PROBLEM TO WORK ON
Repeat all entries below exactly as shown.

DATASET RECORDS

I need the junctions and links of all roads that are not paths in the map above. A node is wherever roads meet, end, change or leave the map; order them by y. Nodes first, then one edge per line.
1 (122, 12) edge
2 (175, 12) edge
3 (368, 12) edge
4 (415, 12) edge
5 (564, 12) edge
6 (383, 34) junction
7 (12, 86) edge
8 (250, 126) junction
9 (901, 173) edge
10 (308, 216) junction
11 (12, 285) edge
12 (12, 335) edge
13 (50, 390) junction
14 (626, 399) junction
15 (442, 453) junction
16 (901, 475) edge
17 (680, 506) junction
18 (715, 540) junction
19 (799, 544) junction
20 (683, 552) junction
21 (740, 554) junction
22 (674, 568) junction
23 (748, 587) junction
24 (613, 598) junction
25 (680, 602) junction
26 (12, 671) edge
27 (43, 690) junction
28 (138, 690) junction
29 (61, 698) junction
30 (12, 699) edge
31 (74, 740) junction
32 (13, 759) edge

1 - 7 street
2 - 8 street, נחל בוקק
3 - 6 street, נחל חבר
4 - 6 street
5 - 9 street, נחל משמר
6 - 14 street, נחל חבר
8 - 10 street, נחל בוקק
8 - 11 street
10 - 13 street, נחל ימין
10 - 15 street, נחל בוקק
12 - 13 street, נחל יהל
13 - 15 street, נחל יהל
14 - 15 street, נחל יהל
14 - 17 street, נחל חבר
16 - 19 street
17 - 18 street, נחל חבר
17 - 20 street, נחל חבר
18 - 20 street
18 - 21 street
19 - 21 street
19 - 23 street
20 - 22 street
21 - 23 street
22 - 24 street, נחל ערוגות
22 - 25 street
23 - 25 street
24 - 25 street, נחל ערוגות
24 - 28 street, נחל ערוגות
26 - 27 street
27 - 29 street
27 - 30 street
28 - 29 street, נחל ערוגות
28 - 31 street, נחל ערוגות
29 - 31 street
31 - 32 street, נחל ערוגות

SOLVED PROBLEM
I need the junctions and links of all roads that are not paths in the map above. A node is wherever roads meet, end, change or leave the map; order them by y. Nodes first, then one edge per line.
1 (122, 12) edge
2 (175, 12) edge
3 (368, 12) edge
4 (415, 12) edge
5 (564, 12) edge
6 (383, 34) junction
7 (12, 86) edge
8 (250, 126) junction
9 (901, 173) edge
10 (308, 216) junction
11 (12, 285) edge
12 (12, 335) edge
13 (50, 390) junction
14 (626, 399) junction
15 (442, 453) junction
16 (901, 475) edge
17 (680, 506) junction
18 (715, 540) junction
19 (799, 544) junction
20 (683, 552) junction
21 (740, 554) junction
22 (674, 568) junction
23 (748, 587) junction
24 (613, 598) junction
25 (680, 602) junction
26 (12, 671) edge
27 (43, 690) junction
28 (138, 690) junction
29 (61, 698) junction
30 (12, 699) edge
31 (74, 740) junction
32 (13, 759) edge

1 - 7 street
2 - 8 street, נחל בוקק
3 - 6 street, נחל חבר
4 - 6 street
5 - 9 street, נחל משמר
6 - 14 street, נחל חבר
8 - 10 street, נחל בוקק
8 - 11 street
10 - 13 street, נחל ימין
10 - 15 street, נחל בוקק
12 - 13 street, נחל יהל
13 - 15 street, נחל יהל
14 - 15 street, נחל יהל
14 - 17 street, נחל חבר
16 - 19 street
17 - 18 street, נחל חבר
17 - 20 street, נחל חבר
18 - 20 street
18 - 21 street
19 - 21 street
19 - 23 street
20 - 22 street
21 - 23 street
22 - 24 street, נחל ערוגות
22 - 25 street
23 - 25 street
24 - 25 street, נחל ערוגות
24 - 28 street, נחל ערוגות
26 - 27 street
27 - 29 street
27 - 30 street
28 - 29 street, נחל ערוגות
28 - 31 street, נחל ערוגות
29 - 31 street
31 - 32 street, נחל ערוגות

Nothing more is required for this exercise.